Applications of Moments of Dirichlet Coefficients in Elliptic Curve Families
Zoë Batterman, Aditya Jambhale, Steven J. Miller, Akash L. Narayanan, Kishan Sharma, Andrew Yang, Chris Yao
TL;DR
This work investigates how the Dirichlet-coefficient moments of elliptic curve L-functions in one-parameter families relate to arithmetic invariants such as rank and zero distributions. Building on Nagao–Tate and Michel results, it analyzes the Bias Conjecture for the second moment and tests whether non-generic families can exhibit a persistent lower-order bias; a concrete family $y^2 = x^3 + x + T^3$ provides a nuanced view, showing a positive bias on primes $p \equiv 2 \pmod{3}$ and suggesting, via numerical experiments, that the main negative bias may not always dominate. The study employs both analytic reductions (e.g., translating sextic Legendre sums to quadratics) and murmurations-inspired numerical techniques to explore bias behavior beyond closed-form second moments, highlighting the potential for refined probabilistic methods to detect subtle biases. Overall, the results reinforce the nuanced landscape of moment biases, offer partial evidence against the Strong Bias Conjecture in some non-generic cases, and point to the Weak Bias Conjecture as an open, tractable target for further exploration with enhanced computational tools.
Abstract
The moments of the coefficients of elliptic curve L-functions are related to numerous arithmetic problems. Rosen and Silverman proved a conjecture of Nagao relating the first moment of one-parameter families satisfying Tate's conjecture to the rank of the corresponding elliptic surface over Q(T); one can also construct families of moderate rank by finding families with large first moments.

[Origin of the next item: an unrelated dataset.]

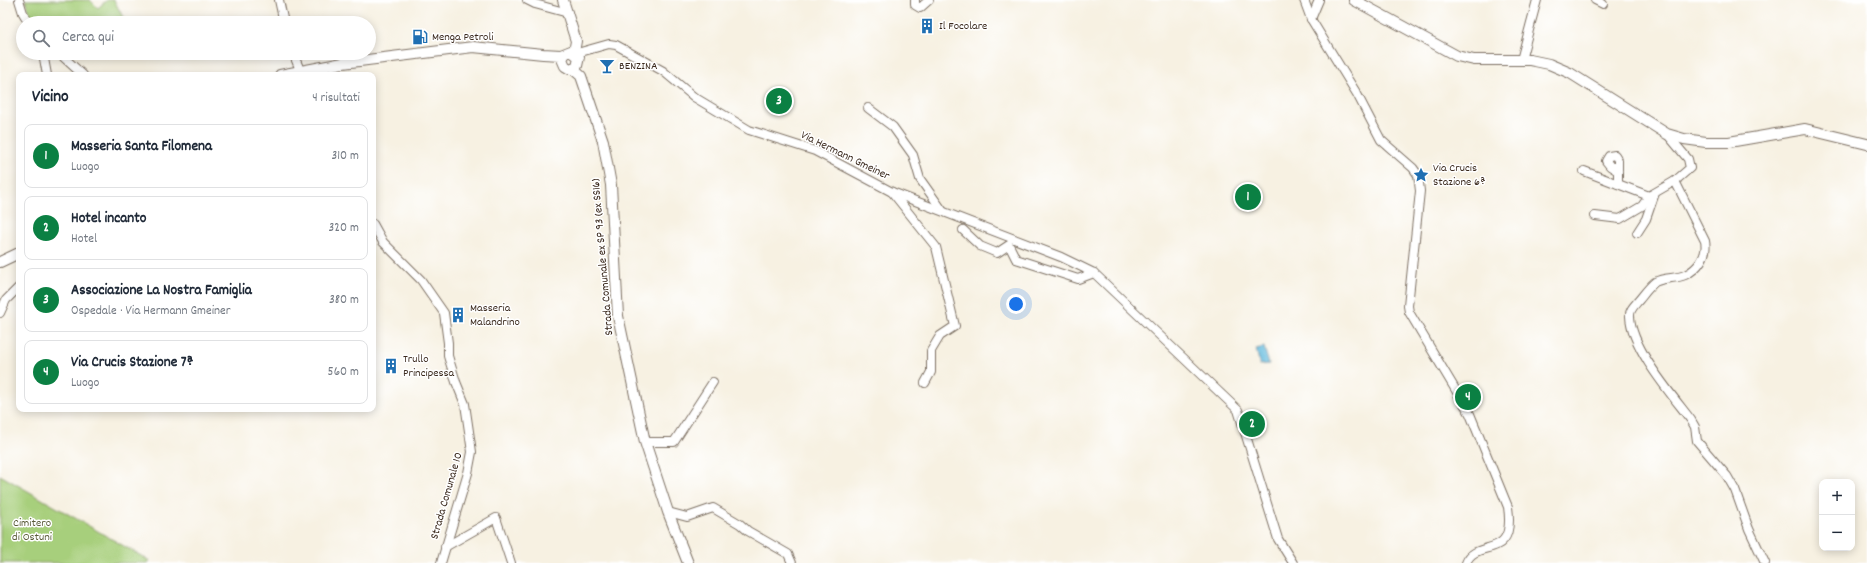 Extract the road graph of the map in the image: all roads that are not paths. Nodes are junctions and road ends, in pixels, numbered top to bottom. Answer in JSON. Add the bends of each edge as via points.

Michel proved that if j(T) is not constant, then the second moment of the family is of size p^2 + O(p^(3/2)); these two moments show that for suitably small support the behavior of zeros near the central point agree with that of eigenvalues from random matrix ensembles, with the higher moments impacting the rate of convergence. In his thesis, Miller noticed a negative bias in the second moment of every one-parameter family of elliptic curves over the rationals whose second moment had a calculable closed-form expression, specifically the first lower order term which does not average to zero is on average negative. This Bias Conjecture is confirmed for many families; however, these are highly non-generic families whose resulting Legendre sums can be determined. Inspired by the recent successes by Yang-Hui He, Kyu-Hwan Lee, Thomas Oliver, Alexey Pozdnyakov and others in investigations of murmurations of elliptic curve coefficients with machine learning techniques, we pose a similar problem for trying to understand the Bias Conjecture. As a start to this program, we numerically investigate the Bias Conjecture for a family whose bias is positive for half the primes. Since the numerics do not offer conclusive evidence that negative bias for the other half is enough to overwhelm the positive bias, the Bias Conjecture cannot be verified for the family.